**ASSIGNED TASK**
Retype, word for word, every line from the one holding "Build a routing" through the one holding "Road topology of the image, covering" in the entries below, both included, and only those lines.
Top of DATA EXTRACTS
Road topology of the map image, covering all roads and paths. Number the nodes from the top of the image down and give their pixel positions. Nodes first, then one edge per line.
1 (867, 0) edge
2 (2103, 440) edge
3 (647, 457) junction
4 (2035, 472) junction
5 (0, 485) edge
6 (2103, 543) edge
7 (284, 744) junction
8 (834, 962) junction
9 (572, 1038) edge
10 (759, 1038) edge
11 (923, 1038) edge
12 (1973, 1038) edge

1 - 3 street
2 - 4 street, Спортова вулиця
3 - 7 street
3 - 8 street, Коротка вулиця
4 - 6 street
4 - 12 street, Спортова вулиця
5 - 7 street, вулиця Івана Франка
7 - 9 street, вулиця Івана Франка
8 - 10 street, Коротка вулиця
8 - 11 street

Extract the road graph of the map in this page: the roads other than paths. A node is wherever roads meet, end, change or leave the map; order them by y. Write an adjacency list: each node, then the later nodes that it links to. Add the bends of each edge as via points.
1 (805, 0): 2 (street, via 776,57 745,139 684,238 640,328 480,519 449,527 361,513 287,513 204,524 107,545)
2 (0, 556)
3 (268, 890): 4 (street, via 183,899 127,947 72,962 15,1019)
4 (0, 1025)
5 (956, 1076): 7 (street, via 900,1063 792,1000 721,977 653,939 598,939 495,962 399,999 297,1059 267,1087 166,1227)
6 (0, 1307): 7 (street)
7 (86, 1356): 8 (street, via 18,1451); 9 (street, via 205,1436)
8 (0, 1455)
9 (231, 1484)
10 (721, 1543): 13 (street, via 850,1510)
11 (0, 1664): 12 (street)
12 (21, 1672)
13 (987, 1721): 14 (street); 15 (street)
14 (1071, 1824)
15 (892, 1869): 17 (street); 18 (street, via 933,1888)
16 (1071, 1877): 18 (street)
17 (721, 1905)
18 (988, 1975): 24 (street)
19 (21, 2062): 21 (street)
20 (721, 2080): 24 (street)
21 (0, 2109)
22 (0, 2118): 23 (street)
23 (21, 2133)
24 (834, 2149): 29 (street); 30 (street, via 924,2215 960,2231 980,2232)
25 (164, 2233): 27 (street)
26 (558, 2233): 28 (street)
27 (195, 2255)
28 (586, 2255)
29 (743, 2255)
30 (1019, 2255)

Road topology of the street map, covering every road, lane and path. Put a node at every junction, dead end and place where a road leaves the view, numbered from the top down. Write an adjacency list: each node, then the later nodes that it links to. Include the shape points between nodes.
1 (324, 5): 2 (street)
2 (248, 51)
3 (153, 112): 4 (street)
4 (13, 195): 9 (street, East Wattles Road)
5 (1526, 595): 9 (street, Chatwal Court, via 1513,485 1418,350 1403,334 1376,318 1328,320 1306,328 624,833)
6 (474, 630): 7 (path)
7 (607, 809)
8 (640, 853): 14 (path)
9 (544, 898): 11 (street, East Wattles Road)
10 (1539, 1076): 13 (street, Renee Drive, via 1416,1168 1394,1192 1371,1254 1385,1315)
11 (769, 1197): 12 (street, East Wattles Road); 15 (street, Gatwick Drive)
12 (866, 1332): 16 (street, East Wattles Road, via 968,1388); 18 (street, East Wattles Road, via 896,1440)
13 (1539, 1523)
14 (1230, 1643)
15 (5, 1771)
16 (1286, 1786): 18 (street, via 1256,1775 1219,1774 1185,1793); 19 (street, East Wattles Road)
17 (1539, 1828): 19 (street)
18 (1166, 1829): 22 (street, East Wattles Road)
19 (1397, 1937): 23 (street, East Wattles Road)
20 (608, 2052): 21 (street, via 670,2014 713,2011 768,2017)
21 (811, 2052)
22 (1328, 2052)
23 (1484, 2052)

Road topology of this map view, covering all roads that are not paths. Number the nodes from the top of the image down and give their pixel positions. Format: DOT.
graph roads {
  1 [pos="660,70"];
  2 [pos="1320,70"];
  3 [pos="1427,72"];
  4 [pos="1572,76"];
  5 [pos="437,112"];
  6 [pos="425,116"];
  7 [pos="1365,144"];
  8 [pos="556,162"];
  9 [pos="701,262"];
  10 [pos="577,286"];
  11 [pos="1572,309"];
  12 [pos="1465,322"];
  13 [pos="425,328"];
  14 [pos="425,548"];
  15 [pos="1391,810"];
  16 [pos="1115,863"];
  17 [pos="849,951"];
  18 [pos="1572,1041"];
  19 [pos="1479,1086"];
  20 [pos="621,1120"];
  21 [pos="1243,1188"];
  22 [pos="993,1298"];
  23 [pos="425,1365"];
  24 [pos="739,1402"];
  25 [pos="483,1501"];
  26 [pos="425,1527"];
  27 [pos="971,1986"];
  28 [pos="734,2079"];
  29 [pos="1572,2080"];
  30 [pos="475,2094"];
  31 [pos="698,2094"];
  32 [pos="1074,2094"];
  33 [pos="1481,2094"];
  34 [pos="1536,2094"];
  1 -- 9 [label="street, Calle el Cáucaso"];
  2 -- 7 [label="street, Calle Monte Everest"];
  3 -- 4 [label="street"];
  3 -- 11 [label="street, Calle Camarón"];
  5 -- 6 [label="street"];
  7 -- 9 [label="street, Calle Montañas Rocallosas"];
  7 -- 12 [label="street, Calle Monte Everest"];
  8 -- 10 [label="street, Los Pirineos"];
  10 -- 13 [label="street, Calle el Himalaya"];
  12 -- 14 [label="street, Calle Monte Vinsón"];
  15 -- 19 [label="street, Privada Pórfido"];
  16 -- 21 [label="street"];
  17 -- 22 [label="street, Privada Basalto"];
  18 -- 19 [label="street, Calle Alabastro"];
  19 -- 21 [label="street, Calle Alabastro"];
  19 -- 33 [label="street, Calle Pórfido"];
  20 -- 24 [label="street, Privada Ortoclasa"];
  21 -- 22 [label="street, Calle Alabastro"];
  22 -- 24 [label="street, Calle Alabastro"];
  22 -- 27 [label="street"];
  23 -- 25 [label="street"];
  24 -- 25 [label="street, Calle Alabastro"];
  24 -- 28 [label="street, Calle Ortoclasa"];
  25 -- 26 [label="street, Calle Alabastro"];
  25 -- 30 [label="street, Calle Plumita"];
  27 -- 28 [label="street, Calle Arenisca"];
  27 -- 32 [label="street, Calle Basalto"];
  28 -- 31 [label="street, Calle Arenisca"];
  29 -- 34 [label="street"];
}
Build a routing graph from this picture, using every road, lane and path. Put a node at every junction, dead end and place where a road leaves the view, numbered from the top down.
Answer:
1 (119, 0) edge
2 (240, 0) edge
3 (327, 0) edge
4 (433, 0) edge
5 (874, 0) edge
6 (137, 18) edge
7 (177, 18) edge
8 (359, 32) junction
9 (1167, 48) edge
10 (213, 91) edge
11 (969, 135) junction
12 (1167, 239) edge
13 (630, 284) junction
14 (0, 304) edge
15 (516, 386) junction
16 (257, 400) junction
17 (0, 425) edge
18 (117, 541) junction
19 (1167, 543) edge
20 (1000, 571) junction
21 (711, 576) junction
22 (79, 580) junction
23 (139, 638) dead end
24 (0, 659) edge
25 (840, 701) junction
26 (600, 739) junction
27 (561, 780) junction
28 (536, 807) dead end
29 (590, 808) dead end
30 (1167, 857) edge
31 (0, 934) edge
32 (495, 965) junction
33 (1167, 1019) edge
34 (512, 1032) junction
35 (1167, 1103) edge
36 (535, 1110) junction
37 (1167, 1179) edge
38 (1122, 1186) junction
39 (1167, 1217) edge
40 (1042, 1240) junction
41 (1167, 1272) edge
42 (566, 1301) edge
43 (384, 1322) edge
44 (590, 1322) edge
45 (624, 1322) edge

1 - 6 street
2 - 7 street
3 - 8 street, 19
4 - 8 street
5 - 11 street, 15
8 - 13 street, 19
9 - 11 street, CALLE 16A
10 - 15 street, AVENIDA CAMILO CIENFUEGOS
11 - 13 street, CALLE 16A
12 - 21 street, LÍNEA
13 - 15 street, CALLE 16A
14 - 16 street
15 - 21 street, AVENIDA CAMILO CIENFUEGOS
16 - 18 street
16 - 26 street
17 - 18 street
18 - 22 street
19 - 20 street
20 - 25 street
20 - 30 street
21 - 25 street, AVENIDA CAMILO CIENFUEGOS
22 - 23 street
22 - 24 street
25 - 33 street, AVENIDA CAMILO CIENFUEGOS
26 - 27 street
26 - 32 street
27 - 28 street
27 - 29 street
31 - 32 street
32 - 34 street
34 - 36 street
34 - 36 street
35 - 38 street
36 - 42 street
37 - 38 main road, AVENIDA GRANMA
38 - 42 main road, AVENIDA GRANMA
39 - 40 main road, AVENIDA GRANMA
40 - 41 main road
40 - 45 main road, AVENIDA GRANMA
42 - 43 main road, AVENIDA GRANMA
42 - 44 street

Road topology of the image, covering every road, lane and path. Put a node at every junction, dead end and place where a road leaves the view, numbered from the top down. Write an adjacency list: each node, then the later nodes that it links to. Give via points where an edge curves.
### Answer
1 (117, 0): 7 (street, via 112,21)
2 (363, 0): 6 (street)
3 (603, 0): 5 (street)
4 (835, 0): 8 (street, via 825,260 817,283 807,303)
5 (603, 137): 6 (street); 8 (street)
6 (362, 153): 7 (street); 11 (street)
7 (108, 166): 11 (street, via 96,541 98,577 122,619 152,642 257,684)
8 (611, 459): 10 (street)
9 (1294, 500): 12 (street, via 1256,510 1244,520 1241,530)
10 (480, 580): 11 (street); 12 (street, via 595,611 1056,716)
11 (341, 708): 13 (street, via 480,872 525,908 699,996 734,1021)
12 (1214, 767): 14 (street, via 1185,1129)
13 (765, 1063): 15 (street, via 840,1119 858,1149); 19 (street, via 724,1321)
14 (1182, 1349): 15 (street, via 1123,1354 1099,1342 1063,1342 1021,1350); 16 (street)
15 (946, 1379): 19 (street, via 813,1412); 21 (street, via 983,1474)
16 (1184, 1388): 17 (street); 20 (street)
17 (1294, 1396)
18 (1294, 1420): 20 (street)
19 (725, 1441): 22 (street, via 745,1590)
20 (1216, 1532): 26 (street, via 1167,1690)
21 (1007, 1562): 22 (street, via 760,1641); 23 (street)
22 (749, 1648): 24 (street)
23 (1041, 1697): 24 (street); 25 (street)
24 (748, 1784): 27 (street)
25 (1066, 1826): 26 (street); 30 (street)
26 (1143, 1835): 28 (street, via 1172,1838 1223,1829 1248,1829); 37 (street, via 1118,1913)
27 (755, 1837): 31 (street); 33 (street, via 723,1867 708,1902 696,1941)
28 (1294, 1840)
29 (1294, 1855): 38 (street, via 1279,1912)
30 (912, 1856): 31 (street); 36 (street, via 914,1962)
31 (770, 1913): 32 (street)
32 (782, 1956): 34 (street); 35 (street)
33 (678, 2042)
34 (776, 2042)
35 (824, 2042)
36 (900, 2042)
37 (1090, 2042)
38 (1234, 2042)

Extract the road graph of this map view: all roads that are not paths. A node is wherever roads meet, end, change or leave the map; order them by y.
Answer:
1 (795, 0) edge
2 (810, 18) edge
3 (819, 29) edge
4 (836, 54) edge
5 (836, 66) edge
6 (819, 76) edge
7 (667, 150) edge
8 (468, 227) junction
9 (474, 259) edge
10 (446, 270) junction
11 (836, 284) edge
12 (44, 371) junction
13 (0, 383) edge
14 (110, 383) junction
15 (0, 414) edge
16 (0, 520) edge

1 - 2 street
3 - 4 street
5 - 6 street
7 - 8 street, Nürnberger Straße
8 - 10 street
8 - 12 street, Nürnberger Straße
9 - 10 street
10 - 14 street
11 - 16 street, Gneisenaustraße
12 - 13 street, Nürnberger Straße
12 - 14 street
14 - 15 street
Bottom of DATA EXTRACTS
**RESPONSE BELOW**
Build a routing graph from this picture, using every road, lane and path. Put a node at every junction, dead end and place where a road leaves the view, numbered from the top down.
Answer:
1 (119, 0) edge
2 (240, 0) edge
3 (327, 0) edge
4 (433, 0) edge
5 (874, 0) edge
6 (137, 18) edge
7 (177, 18) edge
8 (359, 32) junction
9 (1167, 48) edge
10 (213, 91) edge
11 (969, 135) junction
12 (1167, 239) edge
13 (630, 284) junction
14 (0, 304) edge
15 (516, 386) junction
16 (257, 400) junction
17 (0, 425) edge
18 (117, 541) junction
19 (1167, 543) edge
20 (1000, 571) junction
21 (711, 576) junction
22 (79, 580) junction
23 (139, 638) dead end
24 (0, 659) edge
25 (840, 701) junction
26 (600, 739) junction
27 (561, 780) junction
28 (536, 807) dead end
29 (590, 808) dead end
30 (1167, 857) edge
31 (0, 934) edge
32 (495, 965) junction
33 (1167, 1019) edge
34 (512, 1032) junction
35 (1167, 1103) edge
36 (535, 1110) junction
37 (1167, 1179) edge
38 (1122, 1186) junction
39 (1167, 1217) edge
40 (1042, 1240) junction
41 (1167, 1272) edge
42 (566, 1301) edge
43 (384, 1322) edge
44 (590, 1322) edge
45 (624, 1322) edge

1 - 6 street
2 - 7 street
3 - 8 street, 19
4 - 8 street
5 - 11 street, 15
8 - 13 street, 19
9 - 11 street, CALLE 16A
10 - 15 street, AVENIDA CAMILO CIENFUEGOS
11 - 13 street, CALLE 16A
12 - 21 street, LÍNEA
13 - 15 street, CALLE 16A
14 - 16 street
15 - 21 street, AVENIDA CAMILO CIENFUEGOS
16 - 18 street
16 - 26 street
17 - 18 street
18 - 22 street
19 - 20 street
20 - 25 street
20 - 30 street
21 - 25 street, AVENIDA CAMILO CIENFUEGOS
22 - 23 street
22 - 24 street
25 - 33 street, AVENIDA CAMILO CIENFUEGOS
26 - 27 street
26 - 32 street
27 - 28 street
27 - 29 street
31 - 32 street
32 - 34 street
34 - 36 street
34 - 36 street
35 - 38 street
36 - 42 street
37 - 38 main road, AVENIDA GRANMA
38 - 42 main road, AVENIDA GRANMA
39 - 40 main road, AVENIDA GRANMA
40 - 41 main road
40 - 45 main road, AVENIDA GRANMA
42 - 43 main road, AVENIDA GRANMA
42 - 44 street

Road topology of the image, covering every road, lane and path. Put a node at every junction, dead end and place where a road leaves the view, numbered from the top down. Write an adjacency list: each node, then the later nodes that it links to. Give via points where an edge curves.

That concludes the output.